TPP:交渉会合開始 議長国「日本の参加も主要議題」
毎日新聞 2013年03月04日 21時16分(最終更新 03月04日 21時53分)
環太平洋パートナーシップ協定(TPP)の交渉参加国11カ国による第16回拡大交渉会合が4日、シンガポールで始まった。月内にも交渉参加を正式表明する日本政府は出席できないが、議長国シンガポールは「日本の参加問題も主要議題だ」と説明。コメなどの農産品を関税撤廃の例外とすることを目指す政府は、関税を巡る各国の議論の行方を注視している。会合は13日まで。【丸山進】
政府関係者によると、米国、豪州、ニュージーランドの3カ国を除く各国は日本の交渉参加を歓迎する意向を示している。
先月の日米首脳会談ではTPP交渉について「一方的にすべての関税を撤廃することをあらかじめ約束するものではない」ことが確認され、安倍晋三首相が求めた「聖域」の余地を事実上認めた。しかし、経済産業省幹部によると、米国はその後も「自動車、保険両分野で、議会の理解が得られるような進展がないと了承できない」との立場を伝えてきており、米国の納得が得られる対応策を示せるかが大きな焦点になっているという。政府はすでに、自動車分野で輸入時の安全審査を簡素化する条件を緩めるなどの譲歩案も提示しているが、米国からは色よい反応が得られていない状況という。
11カ国による今回の拡大交渉では、「知的財産」「投資ルール」「政府調達」など20分野の作業部会での協議に加え、関税撤廃の例外をどこまで認めるかなどについて詰めの協議が行われる見通し。詳細は明らかではないが、共同通信によると、マレーシアの当局者は「過去15回の会合で大部分の問題が解決された」と語り、日本の参加についても「経済大国である日本が参加するのは良いことだ」とした。

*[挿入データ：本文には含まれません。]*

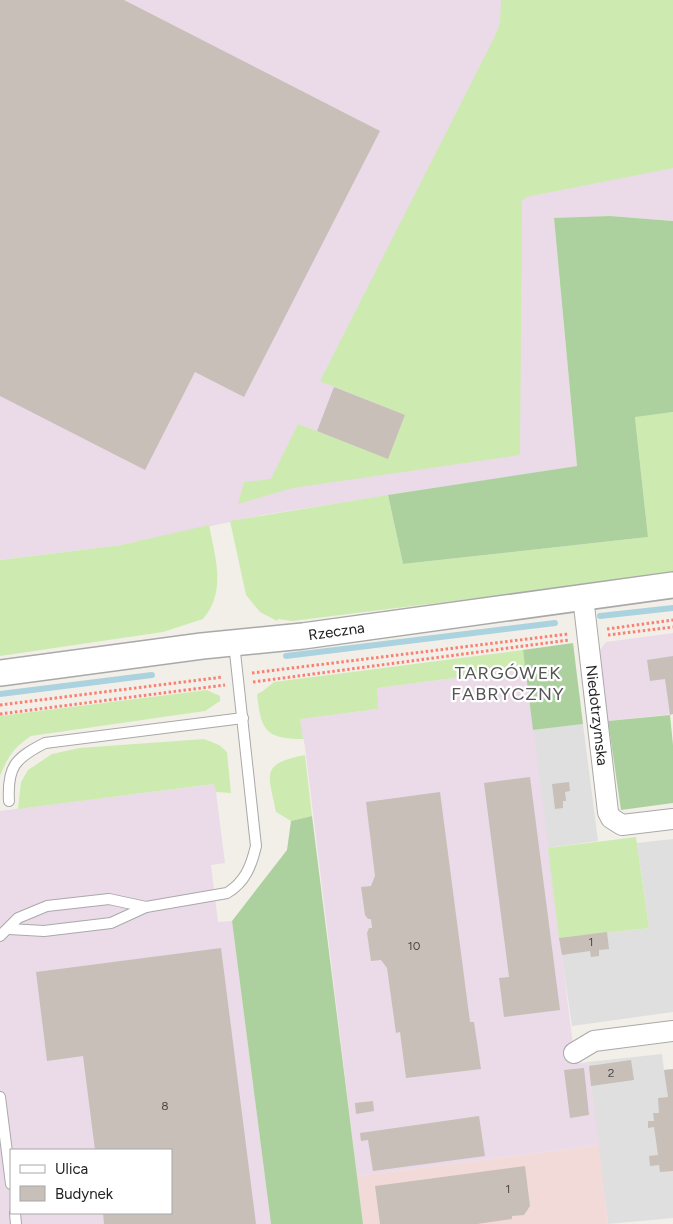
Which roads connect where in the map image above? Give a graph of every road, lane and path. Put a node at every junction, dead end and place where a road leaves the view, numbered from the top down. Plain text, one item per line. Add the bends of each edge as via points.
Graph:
1 (673, 585) edge
2 (583, 597) junction
3 (673, 620) edge
4 (673, 627) edge
5 (588, 634) junction
6 (234, 642) junction
7 (0, 674) edge
8 (238, 680) junction
9 (0, 706) edge
10 (0, 714) edge
11 (243, 718) junction
12 (8, 801) dead end
13 (673, 819) edge
14 (146, 907) junction
15 (9, 929) junction
16 (0, 936) edge
17 (673, 1032) edge
18 (574, 1053) dead end
19 (0, 1097) edge
20 (10, 1176) edge

1 - 2 street, Rzeczna
2 - 5 street, Niedotrzymska
2 - 6 street, Rzeczna via 303,636
3 - 5 path
4 - 5 path
5 - 8 path
5 - 8 path
5 - 13 street, Niedotrzymska via 605,802 611,818 622,825
6 - 7 street, Rzeczna
6 - 8 lane
8 - 9 path
8 - 10 path
8 - 11 lane
11 - 12 lane via 45,743 13,768 8,780
11 - 14 lane via 256,846 246,876 227,893
14 - 15 lane via 111,923 44,931
14 - 15 lane via 109,899 47,906 18,918
15 - 16 lane
17 - 18 street via 594,1041
19 - 20 lane

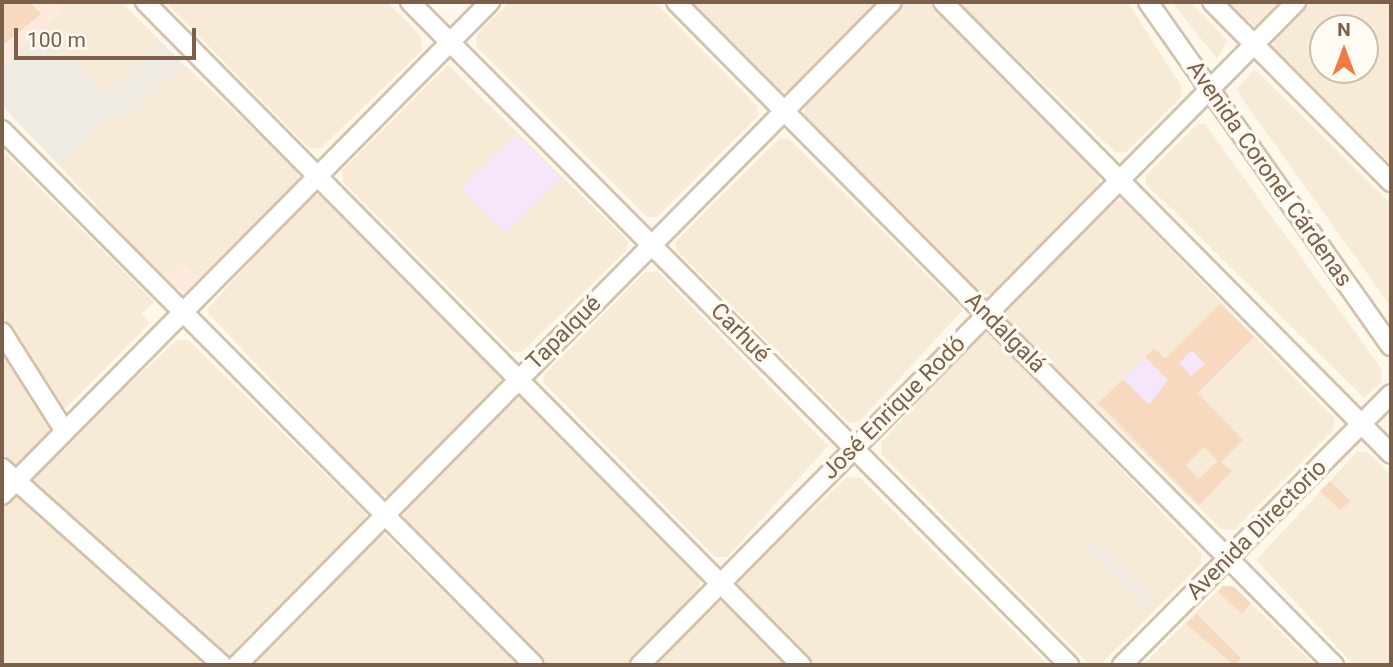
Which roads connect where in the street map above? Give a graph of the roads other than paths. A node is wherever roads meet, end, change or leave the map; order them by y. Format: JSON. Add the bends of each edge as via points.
{"nodes":[{"id":1,"x":145,"y":2,"type":"edge"},
{"id":2,"x":410,"y":2,"type":"edge"},
{"id":3,"x":490,"y":2,"type":"edge"},
{"id":4,"x":676,"y":2,"type":"edge"},
{"id":5,"x":892,"y":2,"type":"edge"},
{"id":6,"x":943,"y":2,"type":"edge"},
{"id":7,"x":1148,"y":2,"type":"edge"},
{"id":8,"x":1212,"y":2,"type":"edge"},
{"id":9,"x":1296,"y":2,"type":"edge"},
{"id":10,"x":450,"y":42,"type":"junction"},
{"id":11,"x":1254,"y":43,"type":"junction"},
{"id":12,"x":1208,"y":89,"type":"junction"},
{"id":13,"x":784,"y":111,"type":"junction"},
{"id":14,"x":2,"y":130,"type":"edge"},
{"id":15,"x":316,"y":175,"type":"junction"},
{"id":16,"x":1121,"y":178,"type":"junction"},
{"id":17,"x":1391,"y":182,"type":"edge"},
{"id":18,"x":652,"y":245,"type":"junction"},
{"id":19,"x":182,"y":312,"type":"junction"},
{"id":20,"x":987,"y":314,"type":"junction"},
{"id":21,"x":2,"y":332,"type":"edge"},
{"id":22,"x":1391,"y":346,"type":"edge"},
{"id":23,"x":518,"y":379,"type":"junction"},
{"id":24,"x":1391,"y":394,"type":"edge"},
{"id":25,"x":1361,"y":425,"type":"junction"},
{"id":26,"x":64,"y":430,"type":"junction"},
{"id":27,"x":854,"y":449,"type":"junction"},
{"id":28,"x":1391,"y":454,"type":"edge"},
{"id":29,"x":2,"y":468,"type":"edge"},
{"id":30,"x":16,"y":481,"type":"junction"},
{"id":31,"x":2,"y":495,"type":"edge"},
{"id":32,"x":385,"y":515,"type":"junction"},
{"id":33,"x":1228,"y":558,"type":"junction"},
{"id":34,"x":720,"y":583,"type":"junction"},
{"id":35,"x":222,"y":665,"type":"edge"},
{"id":36,"x":237,"y":665,"type":"edge"},
{"id":37,"x":534,"y":665,"type":"edge"},
{"id":38,"x":640,"y":665,"type":"edge"},
{"id":39,"x":801,"y":665,"type":"edge"},
{"id":40,"x":1069,"y":665,"type":"edge"},
{"id":41,"x":1122,"y":665,"type":"edge"},
{"id":42,"x":1334,"y":665,"type":"edge"}],
"edges":[{"from":1,"to":15,"type":"street"},
{"from":2,"to":10,"type":"street","name":"Carhué"},
{"from":3,"to":10,"type":"street"},
{"from":4,"to":13,"type":"street","name":"Andalgalá"},
{"from":5,"to":13,"type":"street","name":"Tapalqué"},
{"from":6,"to":16,"type":"street"},
{"from":7,"to":12,"type":"street","name":"Avenida Coronel Cárdenas"},
{"from":8,"to":11,"type":"street"},
{"from":9,"to":11,"type":"street","name":"José Enrique Rodó"},
{"from":10,"to":15,"type":"street"},
{"from":10,"to":18,"type":"street","name":"Carhué"},
{"from":11,"to":12,"type":"street","name":"José Enrique Rodó"},
{"from":11,"to":17,"type":"street"},
{"from":12,"to":16,"type":"street","name":"José Enrique Rodó"},
{"from":12,"to":22,"type":"street","name":"Avenida Coronel Cárdenas"},
{"from":13,"to":18,"type":"street","name":"Tapalqué"},
{"from":13,"to":20,"type":"street","name":"Andalgalá"},
{"from":14,"to":19,"type":"street"},
{"from":15,"to":19,"type":"street"},
{"from":15,"to":23,"type":"street"},
{"from":16,"to":20,"type":"street","name":"José Enrique Rodó"},
{"from":16,"to":25,"type":"street"},
{"from":18,"to":23,"type":"street","name":"Tapalqué"},
{"from":18,"to":27,"type":"street","name":"Carhué"},
{"from":19,"to":26,"type":"street"},
{"from":19,"to":32,"type":"street"},
{"from":20,"to":27,"type":"street","name":"José Enrique Rodó"},
{"from":20,"to":33,"type":"street","name":"Andalgalá"},
{"from":21,"to":26,"type":"street"},
{"from":23,"to":32,"type":"street","name":"Tapalqué"},
{"from":23,"to":34,"type":"street"},
{"from":24,"to":25,"type":"street","name":"Avenida Directorio"},
{"from":25,"to":28,"type":"street"},
{"from":25,"to":33,"type":"street","name":"Avenida Directorio"},
{"from":26,"to":30,"type":"street"},
{"from":27,"to":34,"type":"street","name":"José Enrique Rodó"},
{"from":27,"to":40,"type":"street","name":"Carhué"},
{"from":29,"to":30,"type":"street"},
{"from":30,"to":31,"type":"street"},
{"from":30,"to":35,"type":"street"},
{"from":32,"to":36,"type":"street","name":"Tapalqué"},
{"from":32,"to":37,"type":"street"},
{"from":33,"to":41,"type":"street","name":"Avenida Directorio"},
{"from":33,"to":42,"type":"street","name":"Andalgalá"},
{"from":34,"to":38,"type":"street","name":"José Enrique Rodó"},
{"from":34,"to":39,"type":"street"}]}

昨年12月に開かれた前回のTPP交渉会合には、メキシコとカナダが新たに参加。今年10月に協定内容を大筋で合意し、年内の妥結を目指す方針を確認した。日本の参加表明後に米国が同国議会に通告し、90日が経過した後に初めて日本の参加が認められるため、日本の参加は参加表明から3カ月以上後になる。このため、正式な参加は早くても9月会合からとなる。TPPに日本が加われば参加国の名目国内総生産(GDP)は世界の約4割を占めるだけに、「各国とも日本の意向は無視できない」(外務省幹部)との声もある。